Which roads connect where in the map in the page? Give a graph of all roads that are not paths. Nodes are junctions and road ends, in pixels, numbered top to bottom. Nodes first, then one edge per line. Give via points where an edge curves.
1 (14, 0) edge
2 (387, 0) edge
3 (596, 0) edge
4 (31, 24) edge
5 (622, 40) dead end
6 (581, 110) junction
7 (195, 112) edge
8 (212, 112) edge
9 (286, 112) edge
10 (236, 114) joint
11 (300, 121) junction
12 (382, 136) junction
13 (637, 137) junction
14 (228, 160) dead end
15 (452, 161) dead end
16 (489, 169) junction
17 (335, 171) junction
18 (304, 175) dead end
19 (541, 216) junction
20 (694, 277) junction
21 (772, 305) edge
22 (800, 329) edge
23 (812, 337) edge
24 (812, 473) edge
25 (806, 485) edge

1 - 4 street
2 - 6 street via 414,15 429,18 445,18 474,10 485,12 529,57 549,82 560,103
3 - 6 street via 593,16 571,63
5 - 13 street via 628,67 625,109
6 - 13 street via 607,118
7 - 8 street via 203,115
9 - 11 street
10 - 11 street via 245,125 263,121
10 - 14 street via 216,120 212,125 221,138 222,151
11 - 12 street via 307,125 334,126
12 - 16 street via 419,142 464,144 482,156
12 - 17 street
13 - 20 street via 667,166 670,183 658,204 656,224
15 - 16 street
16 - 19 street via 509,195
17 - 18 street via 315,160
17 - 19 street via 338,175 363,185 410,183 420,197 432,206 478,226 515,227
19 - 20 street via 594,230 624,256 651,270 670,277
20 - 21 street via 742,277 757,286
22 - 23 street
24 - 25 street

--- Your assignment ---
Transcribe all of the entries without alteration.

--- Result of this task ---
Which roads connect where in the map in the page? Give a graph of all roads that are not paths. Nodes are junctions and road ends, in pixels, numbered top to bottom. Nodes first, then one edge per line. Give via points where an edge curves.
1 (14, 0) edge
2 (387, 0) edge
3 (596, 0) edge
4 (31, 24) edge
5 (622, 40) dead end
6 (581, 110) junction
7 (195, 112) edge
8 (212, 112) edge
9 (286, 112) edge
10 (236, 114) joint
11 (300, 121) junction
12 (382, 136) junction
13 (637, 137) junction
14 (228, 160) dead end
15 (452, 161) dead end
16 (489, 169) junction
17 (335, 171) junction
18 (304, 175) dead end
19 (541, 216) junction
20 (694, 277) junction
21 (772, 305) edge
22 (800, 329) edge
23 (812, 337) edge
24 (812, 473) edge
25 (806, 485) edge

1 - 4 street
2 - 6 street via 414,15 429,18 445,18 474,10 485,12 529,57 549,82 560,103
3 - 6 street via 593,16 571,63
5 - 13 street via 628,67 625,109
6 - 13 street via 607,118
7 - 8 street via 203,115
9 - 11 street
10 - 11 street via 245,125 263,121
10 - 14 street via 216,120 212,125 221,138 222,151
11 - 12 street via 307,125 334,126
12 - 16 street via 419,142 464,144 482,156
12 - 17 street
13 - 20 street via 667,166 670,183 658,204 656,224
15 - 16 street
16 - 19 street via 509,195
17 - 18 street via 315,160
17 - 19 street via 338,175 363,185 410,183 420,197 432,206 478,226 515,227
19 - 20 street via 594,230 624,256 651,270 670,277
20 - 21 street via 742,277 757,286
22 - 23 street
24 - 25 street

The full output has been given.